START EXERCISE DATA

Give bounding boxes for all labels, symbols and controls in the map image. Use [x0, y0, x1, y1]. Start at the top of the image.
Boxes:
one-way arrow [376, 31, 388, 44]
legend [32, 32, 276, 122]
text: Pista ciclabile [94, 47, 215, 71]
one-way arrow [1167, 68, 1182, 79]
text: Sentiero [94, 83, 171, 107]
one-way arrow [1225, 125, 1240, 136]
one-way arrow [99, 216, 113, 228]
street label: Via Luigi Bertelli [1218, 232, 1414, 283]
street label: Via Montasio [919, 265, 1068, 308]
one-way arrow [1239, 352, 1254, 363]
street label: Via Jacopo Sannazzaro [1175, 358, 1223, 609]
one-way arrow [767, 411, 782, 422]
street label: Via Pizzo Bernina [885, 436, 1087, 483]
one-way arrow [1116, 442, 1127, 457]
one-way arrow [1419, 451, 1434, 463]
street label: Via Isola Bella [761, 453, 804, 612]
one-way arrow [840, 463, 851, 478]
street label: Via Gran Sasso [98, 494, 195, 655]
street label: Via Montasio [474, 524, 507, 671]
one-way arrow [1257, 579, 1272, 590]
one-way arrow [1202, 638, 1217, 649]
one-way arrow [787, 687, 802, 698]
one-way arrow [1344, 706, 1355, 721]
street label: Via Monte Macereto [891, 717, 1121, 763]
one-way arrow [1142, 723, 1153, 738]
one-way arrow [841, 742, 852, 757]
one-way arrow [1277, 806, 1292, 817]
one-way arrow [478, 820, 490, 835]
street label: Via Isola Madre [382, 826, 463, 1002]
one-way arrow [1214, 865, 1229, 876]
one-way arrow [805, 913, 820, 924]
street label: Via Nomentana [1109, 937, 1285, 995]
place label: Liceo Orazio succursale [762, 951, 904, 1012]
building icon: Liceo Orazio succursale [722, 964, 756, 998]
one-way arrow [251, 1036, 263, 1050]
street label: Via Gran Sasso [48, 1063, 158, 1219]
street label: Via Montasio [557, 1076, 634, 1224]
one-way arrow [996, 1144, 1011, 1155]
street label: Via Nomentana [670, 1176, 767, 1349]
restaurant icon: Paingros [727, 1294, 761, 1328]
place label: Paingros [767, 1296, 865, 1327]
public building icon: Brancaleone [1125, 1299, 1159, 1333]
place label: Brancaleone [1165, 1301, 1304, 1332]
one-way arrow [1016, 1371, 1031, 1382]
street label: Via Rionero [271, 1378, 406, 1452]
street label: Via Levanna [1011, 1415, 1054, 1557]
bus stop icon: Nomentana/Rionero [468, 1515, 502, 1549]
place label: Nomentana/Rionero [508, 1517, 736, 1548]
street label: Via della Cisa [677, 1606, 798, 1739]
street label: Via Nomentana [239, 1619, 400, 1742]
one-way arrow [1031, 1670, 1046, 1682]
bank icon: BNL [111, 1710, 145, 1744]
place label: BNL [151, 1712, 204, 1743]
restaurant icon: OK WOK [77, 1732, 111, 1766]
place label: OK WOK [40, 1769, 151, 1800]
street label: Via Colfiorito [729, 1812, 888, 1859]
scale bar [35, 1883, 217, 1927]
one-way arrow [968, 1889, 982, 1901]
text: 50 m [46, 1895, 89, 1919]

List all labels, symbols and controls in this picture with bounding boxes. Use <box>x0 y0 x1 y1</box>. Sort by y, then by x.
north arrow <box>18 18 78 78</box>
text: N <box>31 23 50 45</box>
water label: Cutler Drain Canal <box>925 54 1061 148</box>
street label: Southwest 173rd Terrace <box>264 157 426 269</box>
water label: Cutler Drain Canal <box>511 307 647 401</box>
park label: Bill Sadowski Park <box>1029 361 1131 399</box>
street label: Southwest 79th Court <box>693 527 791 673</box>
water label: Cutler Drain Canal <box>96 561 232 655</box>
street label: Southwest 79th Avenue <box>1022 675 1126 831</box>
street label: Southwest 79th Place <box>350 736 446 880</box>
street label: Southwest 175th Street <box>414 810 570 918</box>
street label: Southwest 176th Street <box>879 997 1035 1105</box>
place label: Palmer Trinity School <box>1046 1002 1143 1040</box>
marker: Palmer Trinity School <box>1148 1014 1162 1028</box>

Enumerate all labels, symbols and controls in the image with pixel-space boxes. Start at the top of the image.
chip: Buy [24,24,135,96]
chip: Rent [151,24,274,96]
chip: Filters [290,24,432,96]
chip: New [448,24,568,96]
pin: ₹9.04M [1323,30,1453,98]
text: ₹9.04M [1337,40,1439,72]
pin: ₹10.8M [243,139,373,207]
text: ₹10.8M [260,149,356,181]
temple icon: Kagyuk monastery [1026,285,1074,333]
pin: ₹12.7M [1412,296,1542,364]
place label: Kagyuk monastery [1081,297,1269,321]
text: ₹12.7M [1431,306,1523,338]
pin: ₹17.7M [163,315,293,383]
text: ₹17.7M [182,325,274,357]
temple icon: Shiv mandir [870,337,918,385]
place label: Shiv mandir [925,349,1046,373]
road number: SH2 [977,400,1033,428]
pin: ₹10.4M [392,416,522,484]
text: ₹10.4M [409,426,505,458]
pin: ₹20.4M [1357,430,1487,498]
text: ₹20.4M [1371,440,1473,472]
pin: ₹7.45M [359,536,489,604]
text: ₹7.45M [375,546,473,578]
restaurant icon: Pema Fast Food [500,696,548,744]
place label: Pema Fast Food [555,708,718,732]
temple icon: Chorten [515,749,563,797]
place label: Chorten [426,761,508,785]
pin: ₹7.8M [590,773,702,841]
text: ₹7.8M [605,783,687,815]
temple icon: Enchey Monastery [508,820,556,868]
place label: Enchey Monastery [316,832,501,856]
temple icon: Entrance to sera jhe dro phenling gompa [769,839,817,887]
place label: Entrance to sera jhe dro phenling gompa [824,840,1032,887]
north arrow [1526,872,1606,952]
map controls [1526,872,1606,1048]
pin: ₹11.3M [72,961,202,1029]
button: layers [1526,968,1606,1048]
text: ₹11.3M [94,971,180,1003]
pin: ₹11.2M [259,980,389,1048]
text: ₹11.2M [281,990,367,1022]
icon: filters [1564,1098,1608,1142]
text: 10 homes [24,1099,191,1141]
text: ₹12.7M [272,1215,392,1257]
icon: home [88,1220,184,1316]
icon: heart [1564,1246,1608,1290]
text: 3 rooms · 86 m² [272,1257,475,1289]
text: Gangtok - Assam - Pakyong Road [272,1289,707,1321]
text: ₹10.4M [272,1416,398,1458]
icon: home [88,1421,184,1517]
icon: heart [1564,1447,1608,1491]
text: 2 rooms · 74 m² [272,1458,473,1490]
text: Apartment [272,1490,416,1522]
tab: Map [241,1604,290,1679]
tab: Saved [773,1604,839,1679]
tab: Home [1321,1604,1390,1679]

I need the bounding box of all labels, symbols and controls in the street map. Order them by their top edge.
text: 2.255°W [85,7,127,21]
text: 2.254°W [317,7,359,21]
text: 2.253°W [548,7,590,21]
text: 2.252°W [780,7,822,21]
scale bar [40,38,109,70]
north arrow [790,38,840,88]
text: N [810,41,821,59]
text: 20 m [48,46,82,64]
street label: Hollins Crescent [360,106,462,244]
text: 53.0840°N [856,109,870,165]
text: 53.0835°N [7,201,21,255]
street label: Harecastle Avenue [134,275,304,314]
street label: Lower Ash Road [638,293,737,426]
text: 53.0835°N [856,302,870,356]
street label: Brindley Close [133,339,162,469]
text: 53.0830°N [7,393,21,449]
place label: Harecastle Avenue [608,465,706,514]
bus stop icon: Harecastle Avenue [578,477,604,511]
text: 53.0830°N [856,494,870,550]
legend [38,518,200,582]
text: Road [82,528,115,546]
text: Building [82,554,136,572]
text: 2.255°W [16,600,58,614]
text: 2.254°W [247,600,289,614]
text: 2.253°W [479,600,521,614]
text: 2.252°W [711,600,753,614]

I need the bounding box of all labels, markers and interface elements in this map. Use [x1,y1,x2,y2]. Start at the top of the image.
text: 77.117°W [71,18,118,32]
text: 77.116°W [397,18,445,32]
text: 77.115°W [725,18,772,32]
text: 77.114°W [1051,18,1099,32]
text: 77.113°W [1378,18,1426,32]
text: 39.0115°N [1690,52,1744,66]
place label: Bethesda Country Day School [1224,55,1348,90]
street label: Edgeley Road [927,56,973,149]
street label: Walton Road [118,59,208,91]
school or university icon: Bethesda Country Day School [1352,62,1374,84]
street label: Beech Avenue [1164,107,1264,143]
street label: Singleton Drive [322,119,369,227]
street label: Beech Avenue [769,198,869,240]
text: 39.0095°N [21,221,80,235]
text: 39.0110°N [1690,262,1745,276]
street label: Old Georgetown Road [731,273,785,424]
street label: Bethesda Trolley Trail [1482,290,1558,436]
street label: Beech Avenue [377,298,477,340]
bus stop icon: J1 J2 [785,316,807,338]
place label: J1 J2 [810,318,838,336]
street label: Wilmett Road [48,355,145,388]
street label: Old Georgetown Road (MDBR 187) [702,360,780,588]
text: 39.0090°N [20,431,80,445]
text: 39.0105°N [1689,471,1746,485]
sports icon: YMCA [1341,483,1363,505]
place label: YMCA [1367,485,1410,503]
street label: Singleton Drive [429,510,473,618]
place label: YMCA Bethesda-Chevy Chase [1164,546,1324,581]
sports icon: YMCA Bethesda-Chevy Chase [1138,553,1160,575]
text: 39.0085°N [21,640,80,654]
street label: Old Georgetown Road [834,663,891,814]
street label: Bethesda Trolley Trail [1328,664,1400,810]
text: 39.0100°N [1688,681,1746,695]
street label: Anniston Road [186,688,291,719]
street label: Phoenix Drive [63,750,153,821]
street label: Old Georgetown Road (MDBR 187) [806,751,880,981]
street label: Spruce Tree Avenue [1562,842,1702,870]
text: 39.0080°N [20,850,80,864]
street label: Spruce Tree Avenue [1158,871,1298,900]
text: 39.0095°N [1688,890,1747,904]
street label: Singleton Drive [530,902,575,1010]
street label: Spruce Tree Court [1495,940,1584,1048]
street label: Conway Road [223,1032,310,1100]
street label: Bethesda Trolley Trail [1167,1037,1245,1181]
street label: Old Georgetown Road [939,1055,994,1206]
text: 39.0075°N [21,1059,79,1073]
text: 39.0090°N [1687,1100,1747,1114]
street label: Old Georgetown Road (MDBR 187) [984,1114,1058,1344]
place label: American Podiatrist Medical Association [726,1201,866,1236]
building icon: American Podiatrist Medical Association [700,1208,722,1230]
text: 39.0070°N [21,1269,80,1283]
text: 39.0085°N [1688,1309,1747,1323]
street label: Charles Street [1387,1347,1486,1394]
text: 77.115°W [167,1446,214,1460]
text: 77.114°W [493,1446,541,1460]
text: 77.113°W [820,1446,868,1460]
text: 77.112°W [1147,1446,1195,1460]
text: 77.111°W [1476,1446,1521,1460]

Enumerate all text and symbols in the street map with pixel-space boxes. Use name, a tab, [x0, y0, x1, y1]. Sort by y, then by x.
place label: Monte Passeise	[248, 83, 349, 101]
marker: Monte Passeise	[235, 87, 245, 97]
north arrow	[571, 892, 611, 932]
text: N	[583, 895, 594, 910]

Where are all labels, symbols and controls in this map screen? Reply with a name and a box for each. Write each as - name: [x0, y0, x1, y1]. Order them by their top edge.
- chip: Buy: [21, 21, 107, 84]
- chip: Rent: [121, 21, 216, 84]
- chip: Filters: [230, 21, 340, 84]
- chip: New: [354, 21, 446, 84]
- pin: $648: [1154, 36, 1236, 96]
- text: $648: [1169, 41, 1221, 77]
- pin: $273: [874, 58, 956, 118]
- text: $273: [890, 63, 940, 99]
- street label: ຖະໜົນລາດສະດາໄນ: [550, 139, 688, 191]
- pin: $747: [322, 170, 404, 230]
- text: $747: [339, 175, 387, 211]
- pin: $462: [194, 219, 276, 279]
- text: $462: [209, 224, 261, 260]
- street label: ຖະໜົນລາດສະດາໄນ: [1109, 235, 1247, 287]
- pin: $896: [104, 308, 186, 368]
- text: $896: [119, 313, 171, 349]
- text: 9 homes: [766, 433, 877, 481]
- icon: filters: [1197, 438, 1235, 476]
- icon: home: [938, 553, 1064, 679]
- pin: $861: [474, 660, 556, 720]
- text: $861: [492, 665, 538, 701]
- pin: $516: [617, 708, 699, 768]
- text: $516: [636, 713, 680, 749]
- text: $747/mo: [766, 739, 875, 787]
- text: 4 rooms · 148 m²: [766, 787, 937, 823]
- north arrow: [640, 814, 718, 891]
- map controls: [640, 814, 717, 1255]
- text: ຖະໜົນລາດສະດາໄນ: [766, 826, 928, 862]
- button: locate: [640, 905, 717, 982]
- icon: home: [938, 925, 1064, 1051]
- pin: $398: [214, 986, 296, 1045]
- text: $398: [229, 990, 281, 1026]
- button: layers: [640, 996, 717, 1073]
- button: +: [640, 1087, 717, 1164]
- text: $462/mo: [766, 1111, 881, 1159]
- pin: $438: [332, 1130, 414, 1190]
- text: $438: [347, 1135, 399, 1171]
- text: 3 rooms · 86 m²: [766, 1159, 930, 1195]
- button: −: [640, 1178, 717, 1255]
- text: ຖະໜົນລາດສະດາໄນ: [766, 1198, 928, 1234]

END EXERCISE DATA

● **TRY IT**: Show the lines of the listing above with "Country".

● **PROBLEM SOLUTION**:
place label: Bethesda Country Day School [1224,55,1348,90]
school or university icon: Bethesda Country Day School [1352,62,1374,84]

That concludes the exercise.